Odwołany przez abp. Henryka Hosera ks. Wojciech Lemański zaznaczył, że to, co wydarzyło się w styczniu 2010 roku podczas jego spotkania z hierarchą było "obrzydliwe" i "traumatyczne". Lemański uważa się on za ofiarę tamtej sytuacji i oczekuje od Hosera przeprosin.

Ksiądz Wojciech Lemański opublikował wczoraj na stronie internetowej parafii w Jasienicy pod Tłuszczem dekret biskupa warszawsko-praskiego Henryka Hosera z 5 lipca. Wynika z niego, że 52-letni ksiądz ma w trybie niemal natychmiastowym opuścić parafię i udać się do domu księży emerytów.

Odwołany z funkcji proboszcza Lemański napisał w poniedziałek na blogu, że nie chce szkodzić Kościołowi, jednak nie da się z niego wypchnąć. W oświadczeniu ks.

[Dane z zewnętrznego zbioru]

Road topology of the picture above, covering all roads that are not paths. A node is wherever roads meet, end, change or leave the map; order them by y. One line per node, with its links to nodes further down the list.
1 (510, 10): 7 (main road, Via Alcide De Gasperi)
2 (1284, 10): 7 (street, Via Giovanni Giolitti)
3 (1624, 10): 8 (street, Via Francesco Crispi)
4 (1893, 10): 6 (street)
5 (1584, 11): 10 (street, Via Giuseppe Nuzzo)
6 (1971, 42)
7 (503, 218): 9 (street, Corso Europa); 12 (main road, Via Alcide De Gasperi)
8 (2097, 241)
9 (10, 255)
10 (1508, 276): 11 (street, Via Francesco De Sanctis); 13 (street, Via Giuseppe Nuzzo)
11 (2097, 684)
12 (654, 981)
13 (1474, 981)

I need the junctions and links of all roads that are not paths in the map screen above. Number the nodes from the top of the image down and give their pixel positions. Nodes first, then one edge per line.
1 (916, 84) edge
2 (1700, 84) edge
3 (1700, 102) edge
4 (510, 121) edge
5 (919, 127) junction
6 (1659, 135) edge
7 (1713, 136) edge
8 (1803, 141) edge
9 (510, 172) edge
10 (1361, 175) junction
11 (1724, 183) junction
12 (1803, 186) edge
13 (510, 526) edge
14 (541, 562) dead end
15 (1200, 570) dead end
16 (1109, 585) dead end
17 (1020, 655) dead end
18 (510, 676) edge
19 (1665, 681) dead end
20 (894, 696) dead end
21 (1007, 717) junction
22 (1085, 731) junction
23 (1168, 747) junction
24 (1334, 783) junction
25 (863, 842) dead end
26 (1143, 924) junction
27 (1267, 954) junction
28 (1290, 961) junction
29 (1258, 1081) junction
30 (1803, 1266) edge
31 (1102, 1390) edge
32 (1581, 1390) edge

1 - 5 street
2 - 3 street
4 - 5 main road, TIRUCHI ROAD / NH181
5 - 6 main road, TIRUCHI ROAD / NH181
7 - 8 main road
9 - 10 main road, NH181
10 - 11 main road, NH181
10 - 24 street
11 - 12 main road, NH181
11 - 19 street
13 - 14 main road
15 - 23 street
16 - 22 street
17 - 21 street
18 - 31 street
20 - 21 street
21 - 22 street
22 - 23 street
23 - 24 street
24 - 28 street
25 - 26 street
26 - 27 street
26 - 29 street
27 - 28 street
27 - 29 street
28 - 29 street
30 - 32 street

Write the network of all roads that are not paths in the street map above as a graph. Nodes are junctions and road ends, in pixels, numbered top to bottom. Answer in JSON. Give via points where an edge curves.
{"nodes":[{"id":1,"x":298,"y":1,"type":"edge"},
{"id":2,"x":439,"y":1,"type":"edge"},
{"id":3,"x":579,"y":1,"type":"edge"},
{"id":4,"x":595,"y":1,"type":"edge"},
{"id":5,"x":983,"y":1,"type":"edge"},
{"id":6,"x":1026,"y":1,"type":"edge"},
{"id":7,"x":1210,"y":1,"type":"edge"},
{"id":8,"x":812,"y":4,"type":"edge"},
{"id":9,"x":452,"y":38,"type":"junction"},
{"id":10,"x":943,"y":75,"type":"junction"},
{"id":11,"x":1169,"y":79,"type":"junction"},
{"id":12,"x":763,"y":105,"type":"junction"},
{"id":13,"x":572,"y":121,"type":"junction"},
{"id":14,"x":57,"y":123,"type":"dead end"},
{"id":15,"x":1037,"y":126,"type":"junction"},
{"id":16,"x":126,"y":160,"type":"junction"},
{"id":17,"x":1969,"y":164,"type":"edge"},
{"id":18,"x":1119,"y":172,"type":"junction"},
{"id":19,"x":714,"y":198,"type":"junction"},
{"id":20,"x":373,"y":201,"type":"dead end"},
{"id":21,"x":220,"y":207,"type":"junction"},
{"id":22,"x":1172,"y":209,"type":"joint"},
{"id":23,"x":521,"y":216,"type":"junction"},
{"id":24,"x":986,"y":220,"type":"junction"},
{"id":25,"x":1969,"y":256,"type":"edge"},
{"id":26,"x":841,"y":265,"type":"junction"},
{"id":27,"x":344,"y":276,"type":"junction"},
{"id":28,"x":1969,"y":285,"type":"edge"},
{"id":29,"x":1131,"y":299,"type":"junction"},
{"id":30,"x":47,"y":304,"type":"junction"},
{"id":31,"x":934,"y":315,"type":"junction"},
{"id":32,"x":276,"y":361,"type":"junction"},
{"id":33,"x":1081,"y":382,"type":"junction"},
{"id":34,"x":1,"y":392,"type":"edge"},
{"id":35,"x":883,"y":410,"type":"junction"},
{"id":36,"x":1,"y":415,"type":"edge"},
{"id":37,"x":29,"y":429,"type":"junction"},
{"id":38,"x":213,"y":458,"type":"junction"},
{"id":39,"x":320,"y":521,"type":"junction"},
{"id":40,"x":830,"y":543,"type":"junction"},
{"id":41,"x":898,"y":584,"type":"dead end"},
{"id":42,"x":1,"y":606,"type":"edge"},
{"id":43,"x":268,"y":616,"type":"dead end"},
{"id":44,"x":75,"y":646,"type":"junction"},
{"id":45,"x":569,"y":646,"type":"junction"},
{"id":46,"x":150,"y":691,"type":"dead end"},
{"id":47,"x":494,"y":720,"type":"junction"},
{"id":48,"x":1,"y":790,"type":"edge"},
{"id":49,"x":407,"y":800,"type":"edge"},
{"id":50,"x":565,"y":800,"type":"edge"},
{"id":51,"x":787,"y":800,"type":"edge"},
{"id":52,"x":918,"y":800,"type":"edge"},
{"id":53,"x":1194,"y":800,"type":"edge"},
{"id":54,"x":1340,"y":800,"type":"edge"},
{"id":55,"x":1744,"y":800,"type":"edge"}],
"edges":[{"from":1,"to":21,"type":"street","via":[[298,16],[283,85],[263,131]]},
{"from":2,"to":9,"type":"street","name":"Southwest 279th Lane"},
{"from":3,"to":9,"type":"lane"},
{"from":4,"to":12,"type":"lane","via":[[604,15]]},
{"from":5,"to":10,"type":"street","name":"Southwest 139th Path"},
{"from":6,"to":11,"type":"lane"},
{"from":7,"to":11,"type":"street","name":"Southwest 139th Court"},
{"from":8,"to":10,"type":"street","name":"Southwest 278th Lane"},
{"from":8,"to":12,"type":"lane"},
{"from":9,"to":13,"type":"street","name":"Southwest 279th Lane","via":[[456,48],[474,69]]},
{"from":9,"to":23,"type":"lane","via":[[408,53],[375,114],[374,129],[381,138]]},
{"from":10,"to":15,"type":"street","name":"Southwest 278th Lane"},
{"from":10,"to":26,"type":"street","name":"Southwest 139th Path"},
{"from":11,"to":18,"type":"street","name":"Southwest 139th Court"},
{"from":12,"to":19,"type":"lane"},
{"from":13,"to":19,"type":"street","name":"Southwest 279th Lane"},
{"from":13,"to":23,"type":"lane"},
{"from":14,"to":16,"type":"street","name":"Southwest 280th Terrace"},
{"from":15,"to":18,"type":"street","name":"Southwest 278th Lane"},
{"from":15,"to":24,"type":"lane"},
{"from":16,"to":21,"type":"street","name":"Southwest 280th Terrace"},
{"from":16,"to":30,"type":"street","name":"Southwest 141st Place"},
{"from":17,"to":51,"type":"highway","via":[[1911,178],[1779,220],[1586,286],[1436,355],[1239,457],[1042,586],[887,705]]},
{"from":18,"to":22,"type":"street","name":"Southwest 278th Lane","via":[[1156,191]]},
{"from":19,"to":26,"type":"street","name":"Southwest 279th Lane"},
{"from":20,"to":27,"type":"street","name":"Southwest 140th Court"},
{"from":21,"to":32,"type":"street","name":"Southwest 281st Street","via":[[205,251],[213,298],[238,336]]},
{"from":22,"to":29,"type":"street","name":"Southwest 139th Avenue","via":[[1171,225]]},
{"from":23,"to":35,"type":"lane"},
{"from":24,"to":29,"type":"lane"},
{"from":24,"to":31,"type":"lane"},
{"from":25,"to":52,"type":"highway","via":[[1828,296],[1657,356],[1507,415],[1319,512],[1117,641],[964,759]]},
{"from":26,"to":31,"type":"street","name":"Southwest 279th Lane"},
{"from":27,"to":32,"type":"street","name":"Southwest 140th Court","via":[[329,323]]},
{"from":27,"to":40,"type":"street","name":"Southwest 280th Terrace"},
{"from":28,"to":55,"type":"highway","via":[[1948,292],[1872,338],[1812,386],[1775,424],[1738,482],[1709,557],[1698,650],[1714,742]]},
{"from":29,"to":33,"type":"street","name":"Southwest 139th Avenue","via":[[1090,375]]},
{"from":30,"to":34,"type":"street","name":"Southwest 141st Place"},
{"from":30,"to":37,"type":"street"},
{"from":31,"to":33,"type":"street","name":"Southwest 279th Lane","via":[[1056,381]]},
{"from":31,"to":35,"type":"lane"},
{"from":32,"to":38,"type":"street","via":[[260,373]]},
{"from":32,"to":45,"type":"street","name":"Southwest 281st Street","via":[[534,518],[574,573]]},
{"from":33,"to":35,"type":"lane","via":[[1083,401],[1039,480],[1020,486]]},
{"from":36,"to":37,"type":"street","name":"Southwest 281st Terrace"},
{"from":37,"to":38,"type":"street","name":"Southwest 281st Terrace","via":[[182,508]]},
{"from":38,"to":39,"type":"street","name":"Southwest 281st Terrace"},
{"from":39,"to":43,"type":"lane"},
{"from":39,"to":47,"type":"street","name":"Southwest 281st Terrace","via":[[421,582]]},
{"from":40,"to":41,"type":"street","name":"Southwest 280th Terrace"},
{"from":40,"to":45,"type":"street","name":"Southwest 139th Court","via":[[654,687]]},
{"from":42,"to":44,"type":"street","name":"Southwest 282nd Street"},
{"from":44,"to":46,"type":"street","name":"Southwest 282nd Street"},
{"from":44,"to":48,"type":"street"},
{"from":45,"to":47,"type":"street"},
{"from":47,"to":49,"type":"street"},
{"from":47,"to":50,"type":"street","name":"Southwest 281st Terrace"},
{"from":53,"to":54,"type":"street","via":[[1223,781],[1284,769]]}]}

Lemański napisał, że został odwołany przez abp. Hosera z powodu pewnego wydarzenia, które miało miejsce w styczniu 2010 roku - było ono, jak to określił Lemański, "głęboko niestosownym zachowaniem wobec księdza".

Pytany o to zdarzenie w "Kropce nad i" Lemański powiedział tylko, że było ono "obrzydliwe" i traumatyczne". Dodał, że uważa się za "osobę skrzywdzoną, za ofiarę tamtej sytuacji". "Ofiara ma swoje prawa. Nie zamierzam z nich rezygnować" - mówił ks. Lemański w TVN24.

Zaznaczył też, że "jeżeli uczestnik tego spotkania, jedyny poza mną, chce to przeciąć, to może to zrobić". Lemański ma nadzieję, że abp Hoser przeprosi go za "niestosowne zachowanie".

Probostwo księdza Wojciecha Lemańskiego w parafii w Jasienicy wygasa 14 lipca.